A talk in church today:
He grew up in the more rural outskirts of DC, not all that far from where we did. His parents grew up very poor, the children of immigrants, one grandfather a refugee Ukrainian Jew.
His family had bought a small wheat farm in Maryland with the intent of as much self-sufficiency as they could manage in order to supplement their paychecks.
But it needed a new well, so his grandfather took a branch from, he thinks it was a peach tree, and used it for divination.
Nathaniel hastened to add that divination has been debunked, there’s no science in it, it’s an old folk tale, he made sure we knew he knew that. But that’s what his grandfather could afford to go on so that’s what he did.
Seems the peach seemed to tell him there was more water where everything was greener. Worked for him. So he got some help and dug himself a well and when there was a drought it kept right on going.
On finding out his neighbors’ wells had gone dry, he shared his water with the farmers around him–because when you’re in a position to be who and what someone else needs, that is a gift from Above.

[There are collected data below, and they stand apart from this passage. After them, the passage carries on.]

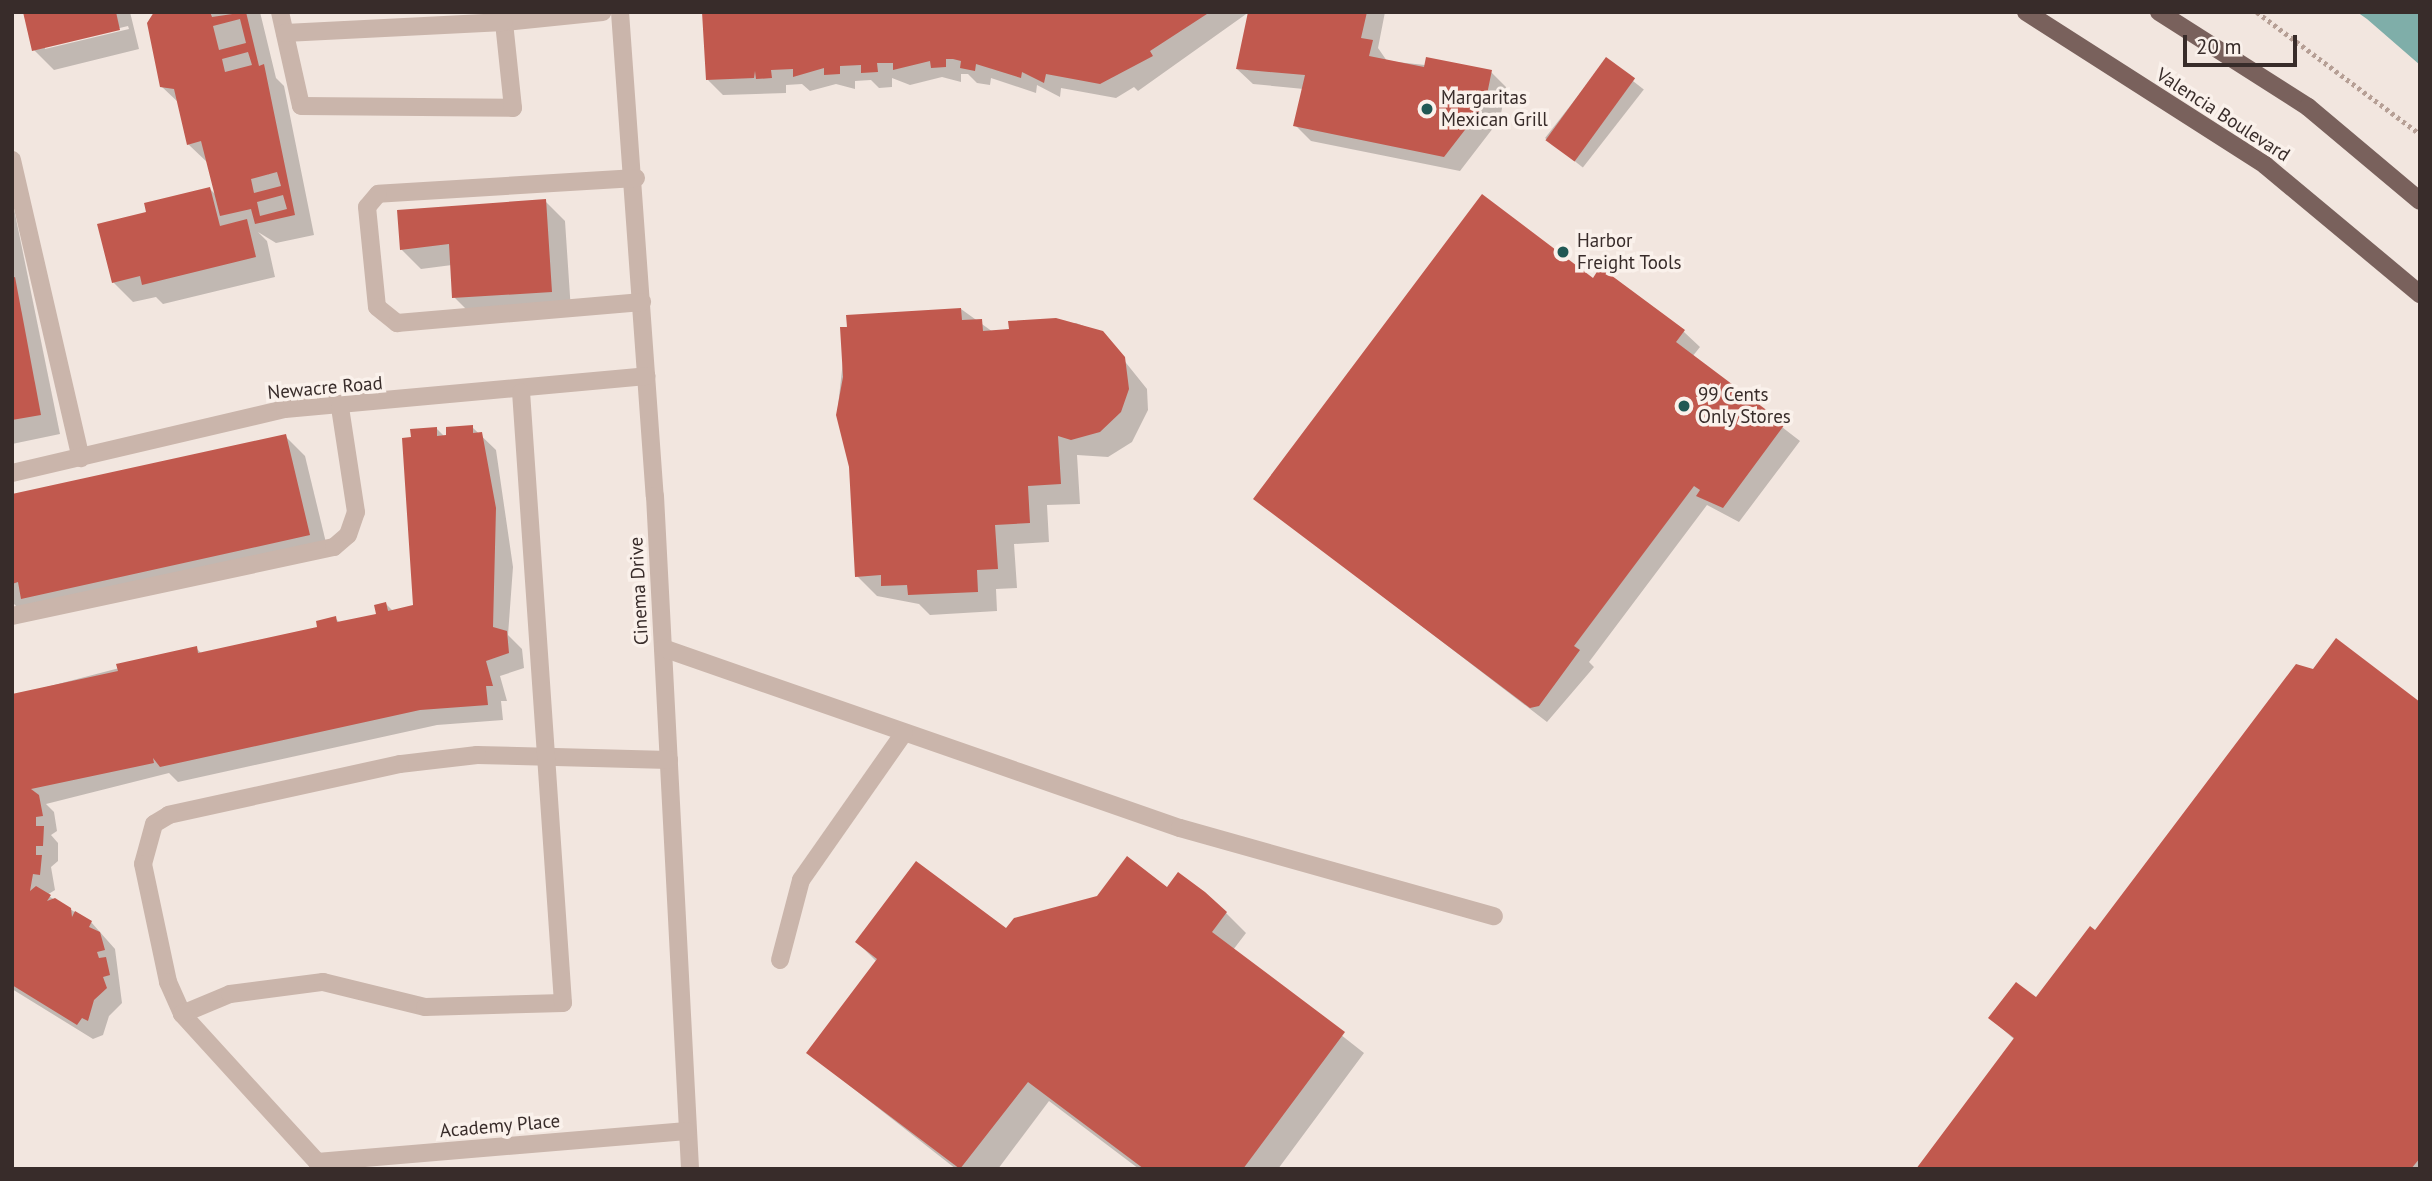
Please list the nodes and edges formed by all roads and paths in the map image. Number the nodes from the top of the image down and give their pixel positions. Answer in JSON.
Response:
{"nodes":[{"id":1,"x":280,"y":12,"type":"edge"},
{"id":2,"x":601,"y":12,"type":"edge"},
{"id":3,"x":620,"y":12,"type":"edge"},
{"id":4,"x":2026,"y":12,"type":"edge"},
{"id":5,"x":2158,"y":12,"type":"edge"},
{"id":6,"x":2257,"y":12,"type":"edge"},
{"id":7,"x":504,"y":22,"type":"junction"},
{"id":8,"x":285,"y":33,"type":"junction"},
{"id":9,"x":2420,"y":134,"type":"edge"},
{"id":10,"x":12,"y":160,"type":"edge"},
{"id":11,"x":636,"y":178,"type":"junction"},
{"id":12,"x":2420,"y":201,"type":"edge"},
{"id":13,"x":2420,"y":294,"type":"edge"},
{"id":14,"x":642,"y":302,"type":"junction"},
{"id":15,"x":646,"y":376,"type":"junction"},
{"id":16,"x":521,"y":392,"type":"junction"},
{"id":17,"x":340,"y":407,"type":"junction"},
{"id":18,"x":81,"y":458,"type":"junction"},
{"id":19,"x":12,"y":473,"type":"edge"},
{"id":20,"x":12,"y":616,"type":"edge"},
{"id":21,"x":663,"y":648,"type":"junction"},
{"id":22,"x":904,"y":733,"type":"junction"},
{"id":23,"x":549,"y":757,"type":"junction"},
{"id":24,"x":669,"y":760,"type":"junction"},
{"id":25,"x":1494,"y":916,"type":"dead end"},
{"id":26,"x":780,"y":960,"type":"dead end"},
{"id":27,"x":182,"y":1014,"type":"junction"},
{"id":28,"x":687,"y":1131,"type":"junction"},
{"id":29,"x":389,"y":1162,"type":"edge"},
{"id":30,"x":690,"y":1169,"type":"edge"}],
"edges":[{"from":1,"to":8,"type":"street"},
{"from":2,"to":7,"type":"street"},
{"from":3,"to":11,"type":"street","name":"Cinema Drive"},
{"from":4,"to":13,"type":"main road","name":"Valencia Boulevard"},
{"from":5,"to":12,"type":"main road"},
{"from":6,"to":9,"type":"path"},
{"from":7,"to":8,"type":"street"},
{"from":7,"to":8,"type":"street"},
{"from":10,"to":18,"type":"street"},
{"from":11,"to":14,"type":"street","name":"Cinema Drive"},
{"from":11,"to":14,"type":"street"},
{"from":14,"to":15,"type":"street","name":"Cinema Drive"},
{"from":15,"to":16,"type":"street","name":"Newacre Road"},
{"from":15,"to":21,"type":"street","name":"Cinema Drive"},
{"from":16,"to":17,"type":"street","name":"Newacre Road"},
{"from":16,"to":23,"type":"street"},
{"from":17,"to":18,"type":"street","name":"Newacre Road"},
{"from":17,"to":20,"type":"street"},
{"from":18,"to":19,"type":"street","name":"Newacre Road"},
{"from":21,"to":22,"type":"street"},
{"from":21,"to":24,"type":"street","name":"Cinema Drive"},
{"from":22,"to":25,"type":"street"},
{"from":22,"to":26,"type":"street"},
{"from":23,"to":24,"type":"street"},
{"from":23,"to":27,"type":"street"},
{"from":23,"to":27,"type":"street"},
{"from":24,"to":28,"type":"street","name":"Cinema Drive"},
{"from":27,"to":29,"type":"street","name":"Academy Place"},
{"from":28,"to":29,"type":"street","name":"Academy Place"},
{"from":28,"to":30,"type":"street","name":"Cinema Drive"}]}
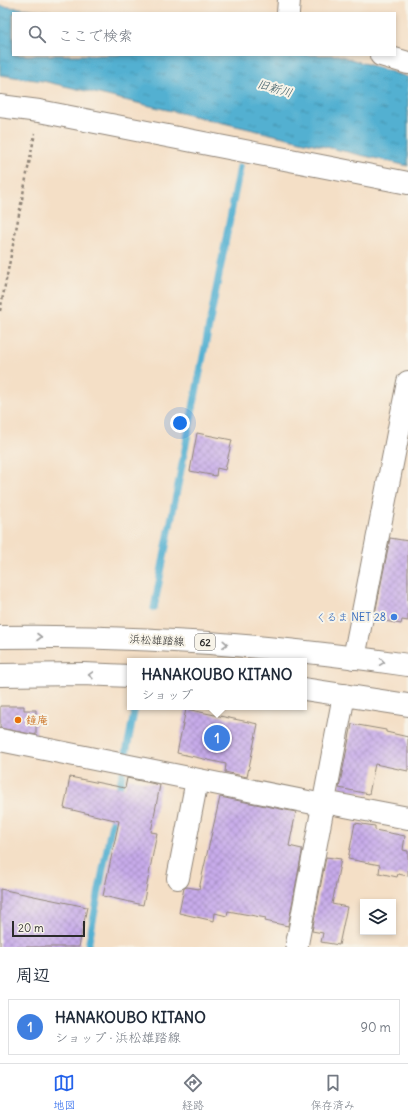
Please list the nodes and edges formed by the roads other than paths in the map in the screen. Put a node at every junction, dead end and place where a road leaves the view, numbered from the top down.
1 (289, 0) edge
2 (288, 12) edge
3 (384, 56) edge
4 (408, 63) edge
5 (0, 106) edge
6 (408, 183) edge
7 (408, 382) edge
8 (0, 637) edge
9 (354, 658) junction
10 (408, 665) edge
11 (0, 675) edge
12 (127, 676) edge
13 (307, 689) edge
14 (344, 695) junction
15 (408, 705) edge
16 (0, 740) edge
17 (197, 780) junction
18 (323, 804) junction
19 (408, 818) edge
20 (178, 878) dead end
21 (297, 944) dead end

1 - 2 street
3 - 4 street
5 - 6 street
7 - 9 street
8 -> 9 street, 浜松雄踏線 / 62
9 -> 10 street, 浜松雄踏線 / 62
12 -> 11 street
13 - 14 street
14 - 15 street
14 - 18 street
16 - 17 street
17 - 18 street
17 - 20 street
18 - 19 street
18 - 21 street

And then Nathaniel read the scripture that whoso comes to God to take part in His love, “It shall be in him a well of water springing up into everlasting life.”
Love thy neighbors.
Help them water their much larger fields. Because that’s the one thing they most needed that they couldn’t do for themselves right then, and his family with their very small farm could do something about it.
The children and their children have never forgotten the lesson.